At least one dip weir 32, 33 is fixed to the external periphery of the wall of the straight shell 3A of the screw conveyor 3 on the solid discharge port-side away from the slurry feeding port 35 formed on the wall of the straight shell 3A. There are predetermined separations between the external peripheries of the dip weirs 32, 33 and the internal periphery of the rotating bowl 2. At least one overflow hole 32a, 33a is formed at the internal periphery of each dip weir 32, 33 so that the liquid passes therethrough. The external peripheral edges of the overflow holes 32a, 33a are located closer to the axis of the screw conveyor 3 than the internal edge of a weir board 10 provided on the clarified liquid discharge port 8.

When a slurry, e.g., a sludge, is introduced from the slurry feeding port 35 into the ring-shaped space formed between the rotating bowl 2 and the screw conveyor 3 and is sedimented toward the internal surface of the rotating bowl 2 by means of the centrifugal force, the concentration of solid matter in the sludge is higher at the internal surface thereof of the rotating bowl 2 than at the rotating axis. Force is applied by the device to the solid constituent so that it is moved toward the solid discharge port 9, e.g., with the screw conveyor 3. In this situation, the solid constituent passes as a layer through the space formed between the first dip weir 32 and the rotating bowl 2 against the resistance, whereby a consolidation force is applied to the solid layer. Accordingly, only a heavy layer, which has a relatively large solid content and a small water content, can go through the first dip weir 32. After going through the first dip weir 32, this heavy layer resides for a time between the first dip weir 32 and the screw blade 30 disposed at the solid discharge port-side of the first dip weir 32. In this resident time, a centrifugal force is applied to the heavy layer so that the separation of a light watery portion from the heavy layer is further advanced. Thus, the separated water is passed through the overflow hole 32a to be returned toward the slurry feeding port 35. Thus, due to the provision of the first dip weir 32 having a overflow hole 32a, the solid layer can be consolidated, while the watery slurry having a large water content can be returned so that only the heavy layer is moved toward the solid discharge port 9.

The same operation is carried out again for the heavy layer reaching the second dip weir 33, so that the heavy layer is further dewatered. The final liquid-solids separation is attained at a space formed between the straight shell-side peripheral end of the conical portion 3B and the rotating bowl 2. The concentrated or dewatered cake is thus continuously discharged from the solid discharge port 9.

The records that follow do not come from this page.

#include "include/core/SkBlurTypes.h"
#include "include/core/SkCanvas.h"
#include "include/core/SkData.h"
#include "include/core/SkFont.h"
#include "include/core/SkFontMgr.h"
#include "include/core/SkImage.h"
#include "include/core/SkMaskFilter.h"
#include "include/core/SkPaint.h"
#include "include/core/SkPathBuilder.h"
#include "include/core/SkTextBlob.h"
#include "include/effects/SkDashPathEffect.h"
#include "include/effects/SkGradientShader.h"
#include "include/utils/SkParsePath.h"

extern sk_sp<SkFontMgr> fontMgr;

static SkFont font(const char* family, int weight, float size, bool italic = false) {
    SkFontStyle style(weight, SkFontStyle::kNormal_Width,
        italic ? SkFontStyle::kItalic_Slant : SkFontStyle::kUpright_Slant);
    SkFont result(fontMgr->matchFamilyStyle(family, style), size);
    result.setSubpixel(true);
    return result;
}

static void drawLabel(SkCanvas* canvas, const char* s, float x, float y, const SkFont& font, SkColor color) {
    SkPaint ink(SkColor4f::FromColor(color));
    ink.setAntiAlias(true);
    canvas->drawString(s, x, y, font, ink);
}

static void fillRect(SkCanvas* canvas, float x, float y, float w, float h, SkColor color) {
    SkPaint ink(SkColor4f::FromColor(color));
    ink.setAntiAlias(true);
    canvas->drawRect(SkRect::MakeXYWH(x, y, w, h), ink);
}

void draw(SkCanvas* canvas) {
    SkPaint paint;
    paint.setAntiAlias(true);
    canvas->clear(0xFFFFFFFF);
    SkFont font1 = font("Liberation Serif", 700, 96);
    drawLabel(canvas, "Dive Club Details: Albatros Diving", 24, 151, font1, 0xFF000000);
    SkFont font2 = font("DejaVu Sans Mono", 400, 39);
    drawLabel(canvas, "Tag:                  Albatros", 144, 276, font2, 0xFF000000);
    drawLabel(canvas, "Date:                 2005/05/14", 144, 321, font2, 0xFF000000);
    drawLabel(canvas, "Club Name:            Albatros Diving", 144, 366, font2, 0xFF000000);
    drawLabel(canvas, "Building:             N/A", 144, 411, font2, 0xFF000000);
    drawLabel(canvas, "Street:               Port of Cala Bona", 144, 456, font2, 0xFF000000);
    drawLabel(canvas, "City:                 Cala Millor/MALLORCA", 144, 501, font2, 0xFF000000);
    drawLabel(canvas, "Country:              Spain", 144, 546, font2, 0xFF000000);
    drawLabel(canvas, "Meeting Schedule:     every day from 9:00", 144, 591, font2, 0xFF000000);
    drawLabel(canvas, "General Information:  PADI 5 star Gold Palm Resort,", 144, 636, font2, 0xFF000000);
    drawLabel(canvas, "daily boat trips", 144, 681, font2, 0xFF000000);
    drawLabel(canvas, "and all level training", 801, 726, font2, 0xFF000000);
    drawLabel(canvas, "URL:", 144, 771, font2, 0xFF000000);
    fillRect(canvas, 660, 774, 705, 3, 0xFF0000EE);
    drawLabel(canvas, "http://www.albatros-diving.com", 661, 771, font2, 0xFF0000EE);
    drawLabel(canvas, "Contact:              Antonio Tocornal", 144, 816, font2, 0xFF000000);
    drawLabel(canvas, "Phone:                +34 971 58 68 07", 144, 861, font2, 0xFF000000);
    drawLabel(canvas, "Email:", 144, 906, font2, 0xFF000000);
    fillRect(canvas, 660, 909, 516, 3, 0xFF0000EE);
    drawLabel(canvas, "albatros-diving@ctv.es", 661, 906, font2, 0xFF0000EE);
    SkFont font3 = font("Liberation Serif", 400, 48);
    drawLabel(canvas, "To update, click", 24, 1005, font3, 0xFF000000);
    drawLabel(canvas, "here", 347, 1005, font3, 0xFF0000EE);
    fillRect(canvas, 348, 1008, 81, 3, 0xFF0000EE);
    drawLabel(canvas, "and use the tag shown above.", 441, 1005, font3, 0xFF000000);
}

The water content in the solid layer decreases in the successive stages of the dip weirs 32, 33, as the solid layer is transferred closer to the solid discharge port 9. The external peripheral edges of the overflow holes 32a, 33a are located closer to the rotating axis of the screw conveyor 3 then is the internal edge of the weir board 10 provided on the clarified liquid discharge port 8.

Accordingly, a watery slurry having a large water content is returned toward the clarified liquid discharge port 8. These phenomena are carried out in the field of the centrifugal force before and after the dip weirs 32, 33. Therefore, the liquid layer having a large water content is returned back toward the liquid discharge port 8 with the screw conveyor 3 as if a force is applied to separate the highly liquid portion from the dewatered solid layer.

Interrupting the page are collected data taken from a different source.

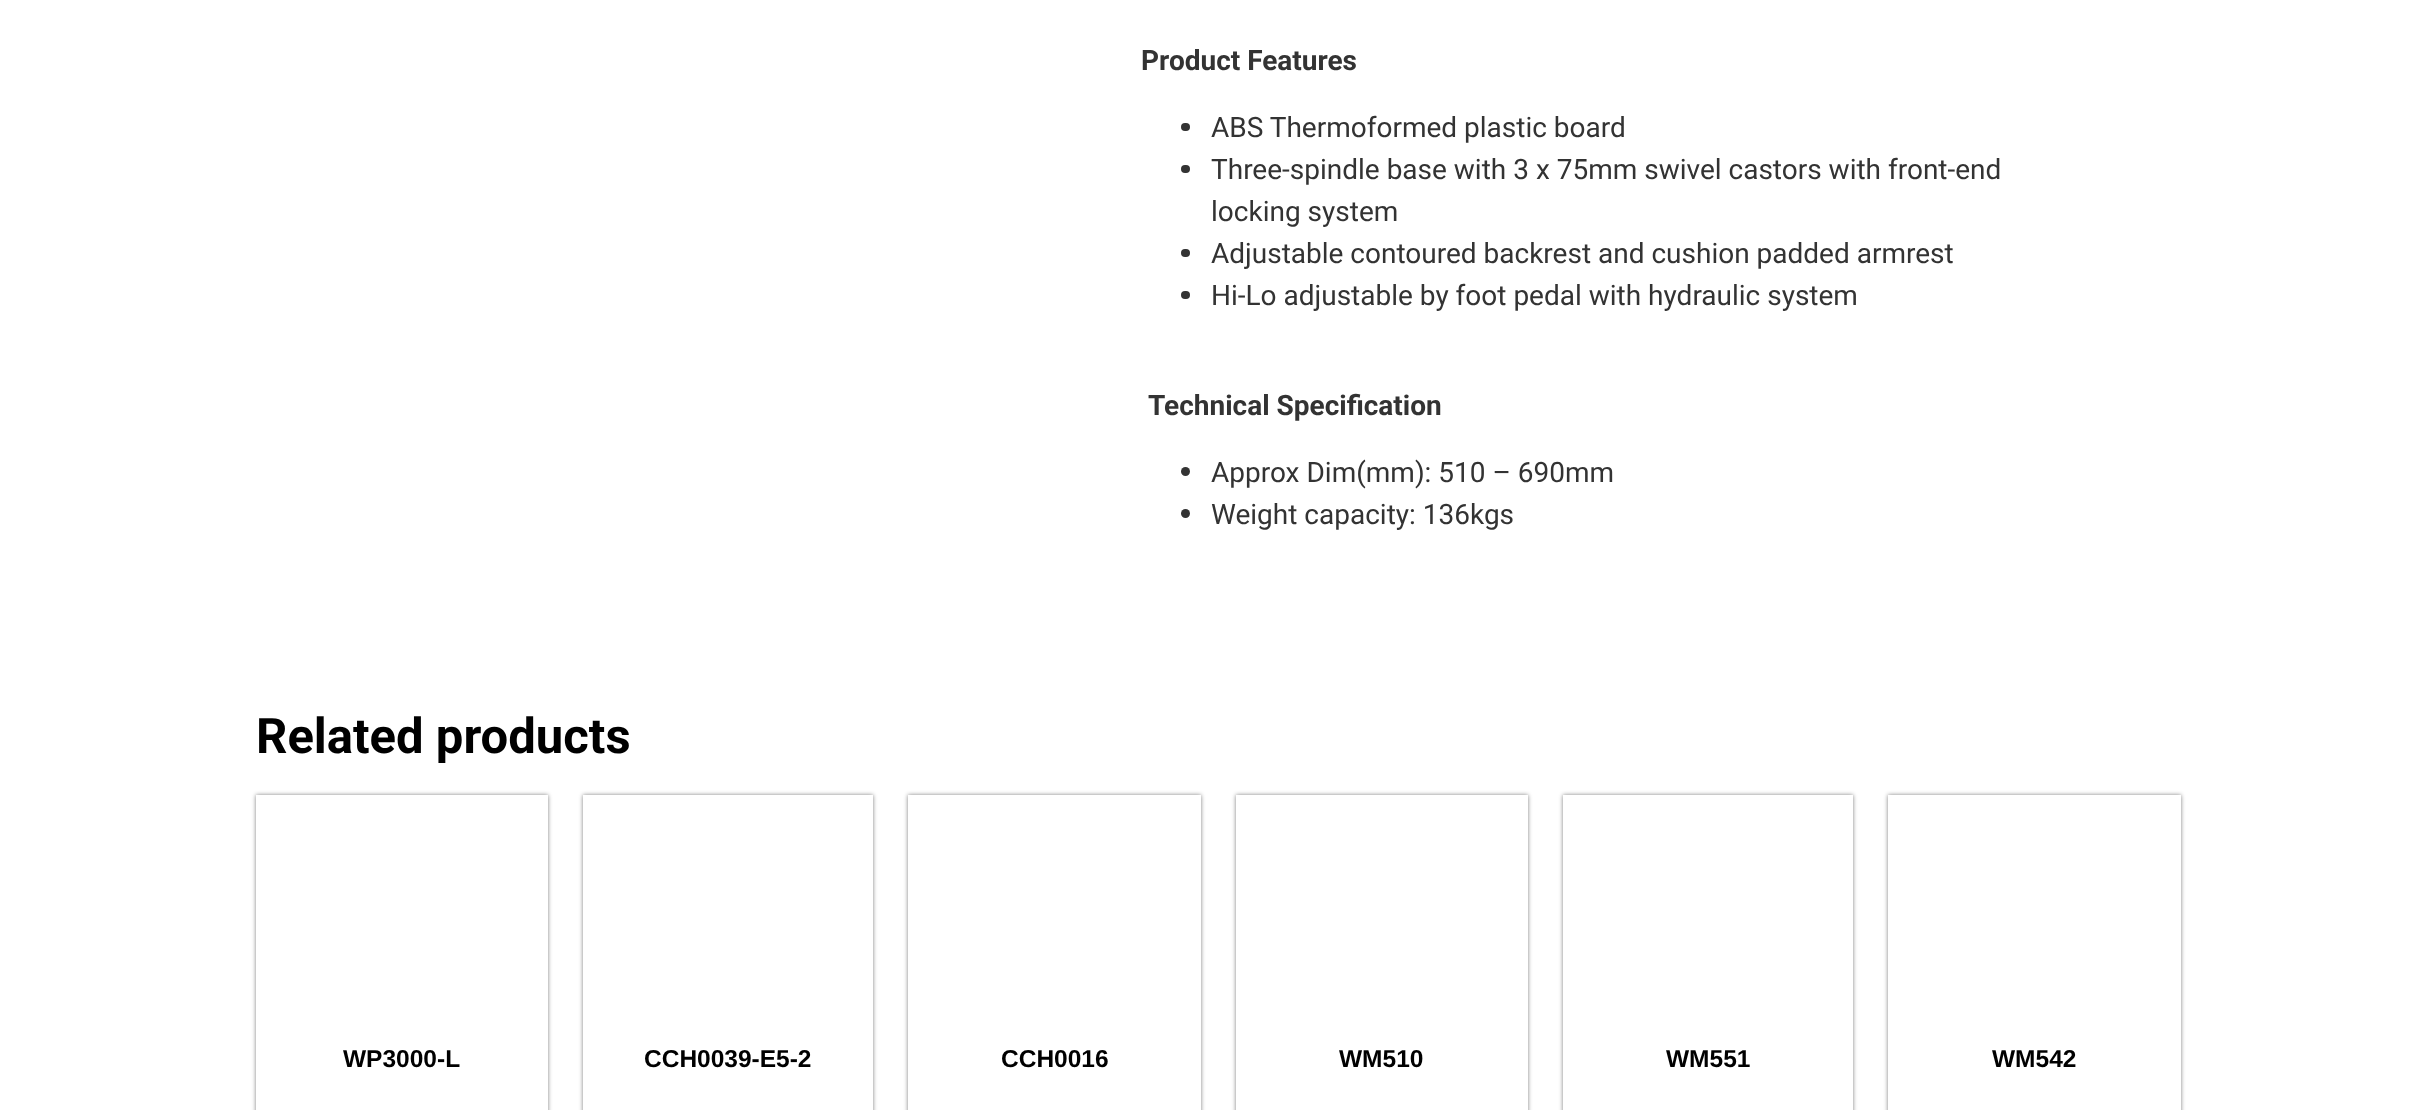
<!DOCTYPE html>
<meta charset="utf-8">
<style>body { margin: 0 } canvas { display: block }</style>
<canvas id="canvas" width="2436" height="1110"></canvas>
<script>
window.onload = function () {
    const canvas = document.getElementById('canvas');
    const context = canvas.getContext('2d');
    context.miterLimit = 4;
    context.fontKerning = 'normal';

    context.fillStyle = 'rgb(255, 255, 255)';
    context.fillRect(0, 0, 2436, 1110);
    context.fillStyle = 'rgb(51, 51, 51)';
    context.beginPath();
    context.roundRect(1181, 123, 9, 8, 4);
    context.fill();
    context.beginPath();
    context.roundRect(1181, 165, 9, 8, 4);
    context.fill();
    context.beginPath();
    context.roundRect(1181, 249, 9, 8, 4);
    context.fill();
    context.beginPath();
    context.roundRect(1181, 291, 9, 8, 4);
    context.fill();
    context.beginPath();
    context.arc(1185.5, 471.5, 4.5, 0, 2 * Math.PI);
    context.fill();
    context.beginPath();
    context.arc(1185.5, 513.5, 4.5, 0, 2 * Math.PI);
    context.fill();
    context.save();
    context.beginPath();
    context.moveTo(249, 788);
    context.lineTo(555, 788);
    context.lineTo(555, 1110);
    context.lineTo(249, 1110);
    context.closePath();
    context.moveTo(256, 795);
    context.lineTo(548, 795);
    context.lineTo(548, 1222);
    context.lineTo(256, 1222);
    context.closePath();
    context.clip('evenodd');
    context.fillStyle = 'rgba(0, 0, 0, 0.5)';
    context.filter = 'blur(2px)';
    context.beginPath();
    context.rect(256, 795, 292, 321);
    context.fill();
    context.filter = 'none';
    context.restore();
    context.save();
    context.beginPath();
    context.moveTo(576, 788);
    context.lineTo(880, 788);
    context.lineTo(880, 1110);
    context.lineTo(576, 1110);
    context.closePath();
    context.moveTo(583, 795);
    context.lineTo(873, 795);
    context.lineTo(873, 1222);
    context.lineTo(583, 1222);
    context.closePath();
    context.clip('evenodd');
    context.fillStyle = 'rgba(0, 0, 0, 0.5)';
    context.filter = 'blur(2px)';
    context.beginPath();
    context.rect(583, 795, 290, 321);
    context.fill();
    context.filter = 'none';
    context.restore();
    context.save();
    context.beginPath();
    context.moveTo(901, 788);
    context.lineTo(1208, 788);
    context.lineTo(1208, 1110);
    context.lineTo(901, 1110);
    context.closePath();
    context.moveTo(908, 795);
    context.lineTo(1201, 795);
    context.lineTo(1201, 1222);
    context.lineTo(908, 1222);
    context.closePath();
    context.clip('evenodd');
    context.fillStyle = 'rgba(0, 0, 0, 0.5)';
    context.filter = 'blur(2px)';
    context.beginPath();
    context.rect(908, 795, 293, 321);
    context.fill();
    context.filter = 'none';
    context.restore();
    context.save();
    context.beginPath();
    context.moveTo(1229, 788);
    context.lineTo(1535, 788);
    context.lineTo(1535, 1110);
    context.lineTo(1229, 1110);
    context.closePath();
    context.moveTo(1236, 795);
    context.lineTo(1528, 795);
    context.lineTo(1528, 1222);
    context.lineTo(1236, 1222);
    context.closePath();
    context.clip('evenodd');
    context.fillStyle = 'rgba(0, 0, 0, 0.5)';
    context.filter = 'blur(2px)';
    context.beginPath();
    context.rect(1236, 795, 292, 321);
    context.fill();
    context.filter = 'none';
    context.restore();
    context.save();
    context.beginPath();
    context.moveTo(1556, 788);
    context.lineTo(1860, 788);
    context.lineTo(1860, 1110);
    context.lineTo(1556, 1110);
    context.closePath();
    context.moveTo(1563, 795);
    context.lineTo(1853, 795);
    context.lineTo(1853, 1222);
    context.lineTo(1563, 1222);
    context.closePath();
    context.clip('evenodd');
    context.fillStyle = 'rgba(0, 0, 0, 0.5)';
    context.filter = 'blur(2px)';
    context.beginPath();
    context.rect(1563, 795, 290, 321);
    context.fill();
    context.filter = 'none';
    context.restore();
    context.save();
    context.beginPath();
    context.moveTo(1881, 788);
    context.lineTo(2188, 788);
    context.lineTo(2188, 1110);
    context.lineTo(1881, 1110);
    context.closePath();
    context.moveTo(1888, 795);
    context.lineTo(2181, 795);
    context.lineTo(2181, 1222);
    context.lineTo(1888, 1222);
    context.closePath();
    context.clip('evenodd');
    context.fillStyle = 'rgba(0, 0, 0, 0.5)';
    context.filter = 'blur(2px)';
    context.beginPath();
    context.rect(1888, 795, 293, 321);
    context.fill();
    context.filter = 'none';
    context.restore();
    context.font = 'bold 28px Roboto';
    context.fillText('Product Features', 1141, 70);
    context.font = '28px Roboto';
    context.fillText('ABS Thermoformed plastic board', 1211, 137);
    context.fillText('Three-spindle base with 3 x 75mm swivel castors with front-end', 1211, 179);
    context.fillText('locking system', 1211, 221);
    context.fillText('Adjustable contoured backrest and cushion padded armrest', 1211, 263);
    context.fillText('Hi-Lo adjustable by foot pedal with hydraulic system', 1211, 305);
    context.font = 'bold 28px Roboto';
    context.fillText('Technical Specification', 1148, 415);
    context.font = '28px Roboto';
    context.fillText('Approx Dim(mm): 510 – 690mm', 1211, 482);
    context.fillText('Weight capacity: 136kgs', 1211, 524);
    context.font = 'bold 49px Roboto';
    context.fillStyle = 'rgb(0, 0, 0)';
    context.fillText('Related products', 256, 753);
    context.font = 'bold 24.5px Liberation Sans';
    context.fillText('WP3000-L', 343, 1067);
    context.fillText('CCH0039-E5-2', 644, 1067);
    context.fillText('CCH0016', 1001, 1067);
    context.fillText('WM510', 1339, 1067);
    context.fillText('WM551', 1666, 1067);
    context.fillText('WM542', 1992, 1067);
};
</script>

Further objects and advantages of the present invention will be apparent from the following description, reference being had to the accompanying drawing wherein preferred embodiments of the present invention are clearly shown.

BRIEF DESCRIPTION OF THE DRAWINGS

FIG. 1 is a longitudinal cross section of a decanter centrifuge related to the present invention;

FIG. 2 is a cross-sectional view taken on line II--II of FIG. 1;

FIG. 3 is a schematic illustration of the essential part of a decanter centrifuge related to the present invention;

FIG. 4 is a cross section showing the structure of the essential part of a decanter centrifuge related to the present invention;

FIGS. 5 and 6 illustrate the structures of essential parts of conventional centrifuges.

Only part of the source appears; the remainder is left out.